*YOUR TASK*
The word "Roncálio" occurs in some of the lines below; copy each of those lines.

*DATA PROVIDED*
━━━━━━━━━━
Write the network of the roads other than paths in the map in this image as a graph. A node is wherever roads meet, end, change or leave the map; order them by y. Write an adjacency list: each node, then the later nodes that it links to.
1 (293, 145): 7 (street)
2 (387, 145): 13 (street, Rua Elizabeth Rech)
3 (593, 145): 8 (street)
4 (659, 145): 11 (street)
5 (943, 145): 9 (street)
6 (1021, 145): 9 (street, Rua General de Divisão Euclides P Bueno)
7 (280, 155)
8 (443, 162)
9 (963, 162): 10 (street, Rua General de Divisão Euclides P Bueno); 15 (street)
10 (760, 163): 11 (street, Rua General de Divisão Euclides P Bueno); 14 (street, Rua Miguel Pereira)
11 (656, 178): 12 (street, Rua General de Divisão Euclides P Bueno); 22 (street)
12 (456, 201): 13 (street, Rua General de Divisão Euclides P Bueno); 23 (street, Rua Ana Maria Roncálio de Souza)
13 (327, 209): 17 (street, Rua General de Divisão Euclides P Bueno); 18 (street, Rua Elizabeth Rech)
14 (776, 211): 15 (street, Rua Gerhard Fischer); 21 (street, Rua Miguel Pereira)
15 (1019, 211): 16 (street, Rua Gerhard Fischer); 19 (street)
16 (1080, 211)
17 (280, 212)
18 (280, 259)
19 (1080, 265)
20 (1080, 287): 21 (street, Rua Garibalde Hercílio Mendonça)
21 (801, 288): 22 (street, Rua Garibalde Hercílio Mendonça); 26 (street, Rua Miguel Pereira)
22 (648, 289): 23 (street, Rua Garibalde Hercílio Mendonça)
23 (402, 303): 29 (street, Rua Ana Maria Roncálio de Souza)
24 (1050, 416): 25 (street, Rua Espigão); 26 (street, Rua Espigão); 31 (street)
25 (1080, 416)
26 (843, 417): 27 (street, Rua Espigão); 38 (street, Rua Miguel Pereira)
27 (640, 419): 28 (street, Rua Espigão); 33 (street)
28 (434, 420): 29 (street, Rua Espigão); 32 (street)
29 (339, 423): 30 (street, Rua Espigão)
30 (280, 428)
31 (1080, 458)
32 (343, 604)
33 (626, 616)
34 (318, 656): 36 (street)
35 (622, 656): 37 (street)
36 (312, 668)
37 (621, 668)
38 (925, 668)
━━━━━━━━━━
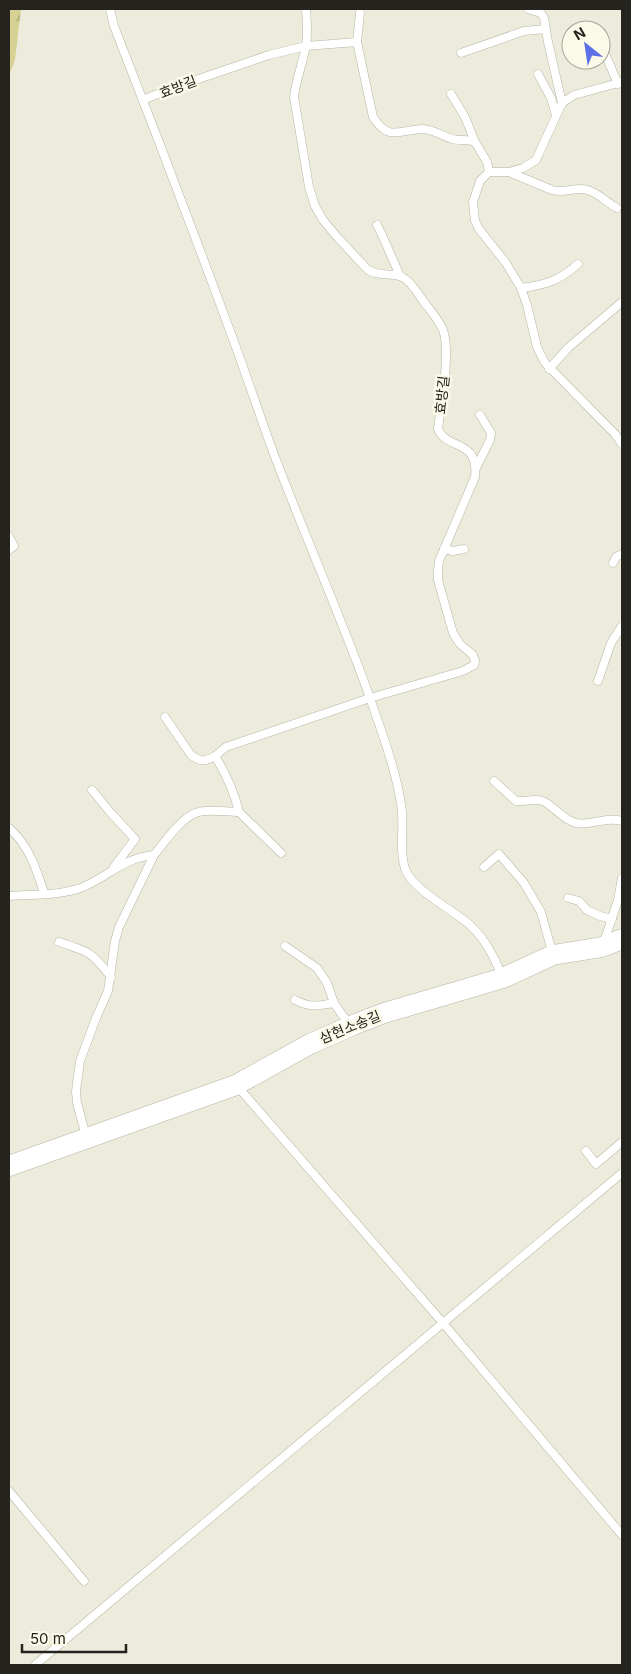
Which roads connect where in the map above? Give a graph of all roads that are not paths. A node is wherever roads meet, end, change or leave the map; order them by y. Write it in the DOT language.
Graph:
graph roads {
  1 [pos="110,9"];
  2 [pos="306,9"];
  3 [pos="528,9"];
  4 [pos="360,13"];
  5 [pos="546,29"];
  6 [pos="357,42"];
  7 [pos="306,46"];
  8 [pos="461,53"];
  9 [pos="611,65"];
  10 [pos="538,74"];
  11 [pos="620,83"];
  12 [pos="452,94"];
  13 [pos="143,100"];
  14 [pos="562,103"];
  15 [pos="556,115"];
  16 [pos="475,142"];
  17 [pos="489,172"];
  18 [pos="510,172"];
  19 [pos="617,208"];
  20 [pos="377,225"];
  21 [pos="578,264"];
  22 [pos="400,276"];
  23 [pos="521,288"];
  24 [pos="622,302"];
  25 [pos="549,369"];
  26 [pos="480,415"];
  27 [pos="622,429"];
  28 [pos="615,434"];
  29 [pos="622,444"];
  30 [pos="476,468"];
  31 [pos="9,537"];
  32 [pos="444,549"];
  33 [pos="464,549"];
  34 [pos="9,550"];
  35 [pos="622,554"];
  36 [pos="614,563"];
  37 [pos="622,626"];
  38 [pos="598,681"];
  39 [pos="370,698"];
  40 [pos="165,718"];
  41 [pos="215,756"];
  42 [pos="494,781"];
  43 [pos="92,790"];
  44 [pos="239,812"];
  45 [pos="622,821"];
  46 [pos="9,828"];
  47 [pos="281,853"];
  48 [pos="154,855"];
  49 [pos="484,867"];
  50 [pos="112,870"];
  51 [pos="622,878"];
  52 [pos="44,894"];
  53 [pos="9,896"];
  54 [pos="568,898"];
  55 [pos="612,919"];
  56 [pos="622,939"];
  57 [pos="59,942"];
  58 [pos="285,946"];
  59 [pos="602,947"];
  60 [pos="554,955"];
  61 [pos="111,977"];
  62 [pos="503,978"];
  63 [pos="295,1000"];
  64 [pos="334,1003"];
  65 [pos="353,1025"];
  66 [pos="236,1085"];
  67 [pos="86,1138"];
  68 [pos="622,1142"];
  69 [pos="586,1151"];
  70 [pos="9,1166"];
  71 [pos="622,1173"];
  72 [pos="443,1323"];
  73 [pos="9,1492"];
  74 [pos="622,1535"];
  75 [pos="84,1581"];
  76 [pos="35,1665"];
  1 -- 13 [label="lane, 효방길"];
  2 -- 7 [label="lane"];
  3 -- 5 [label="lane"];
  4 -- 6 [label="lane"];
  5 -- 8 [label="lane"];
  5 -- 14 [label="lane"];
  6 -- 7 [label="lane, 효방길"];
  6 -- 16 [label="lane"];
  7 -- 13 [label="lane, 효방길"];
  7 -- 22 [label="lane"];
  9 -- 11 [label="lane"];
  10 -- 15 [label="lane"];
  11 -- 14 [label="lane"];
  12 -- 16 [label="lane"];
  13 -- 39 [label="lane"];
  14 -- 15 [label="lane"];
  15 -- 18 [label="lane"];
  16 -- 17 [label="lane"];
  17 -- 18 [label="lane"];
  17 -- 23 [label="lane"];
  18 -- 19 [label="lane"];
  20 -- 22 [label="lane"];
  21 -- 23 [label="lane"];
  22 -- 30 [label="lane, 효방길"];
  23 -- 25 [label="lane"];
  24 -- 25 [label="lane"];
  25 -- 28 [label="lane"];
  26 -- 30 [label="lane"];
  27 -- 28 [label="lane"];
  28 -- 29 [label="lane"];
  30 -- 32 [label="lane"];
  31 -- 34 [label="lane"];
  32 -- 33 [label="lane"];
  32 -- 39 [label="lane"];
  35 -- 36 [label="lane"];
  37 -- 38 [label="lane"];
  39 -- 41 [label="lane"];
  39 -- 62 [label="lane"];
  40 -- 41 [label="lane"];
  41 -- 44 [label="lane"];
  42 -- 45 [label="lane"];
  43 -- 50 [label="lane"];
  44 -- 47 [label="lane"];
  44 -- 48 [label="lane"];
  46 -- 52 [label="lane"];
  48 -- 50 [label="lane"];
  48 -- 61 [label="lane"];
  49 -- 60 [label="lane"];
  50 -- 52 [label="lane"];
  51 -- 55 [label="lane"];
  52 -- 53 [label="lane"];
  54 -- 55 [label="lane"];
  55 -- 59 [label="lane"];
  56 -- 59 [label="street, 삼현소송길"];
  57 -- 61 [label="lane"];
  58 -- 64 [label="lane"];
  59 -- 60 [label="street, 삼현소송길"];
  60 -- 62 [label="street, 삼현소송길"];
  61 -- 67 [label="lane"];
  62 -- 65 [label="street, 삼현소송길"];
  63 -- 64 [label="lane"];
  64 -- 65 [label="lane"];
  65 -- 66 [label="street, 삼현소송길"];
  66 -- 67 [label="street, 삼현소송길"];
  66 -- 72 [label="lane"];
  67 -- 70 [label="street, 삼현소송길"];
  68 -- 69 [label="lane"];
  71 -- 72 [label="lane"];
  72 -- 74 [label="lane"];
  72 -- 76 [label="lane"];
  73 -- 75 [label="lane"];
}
━━━━━━━━━━
*OUTPUT FOR THIS TASK*
12 (456, 201): 13 (street, Rua General de Divisão Euclides P Bueno); 23 (street, Rua Ana Maria Roncálio de Souza)
23 (402, 303): 29 (street, Rua Ana Maria Roncálio de Souza)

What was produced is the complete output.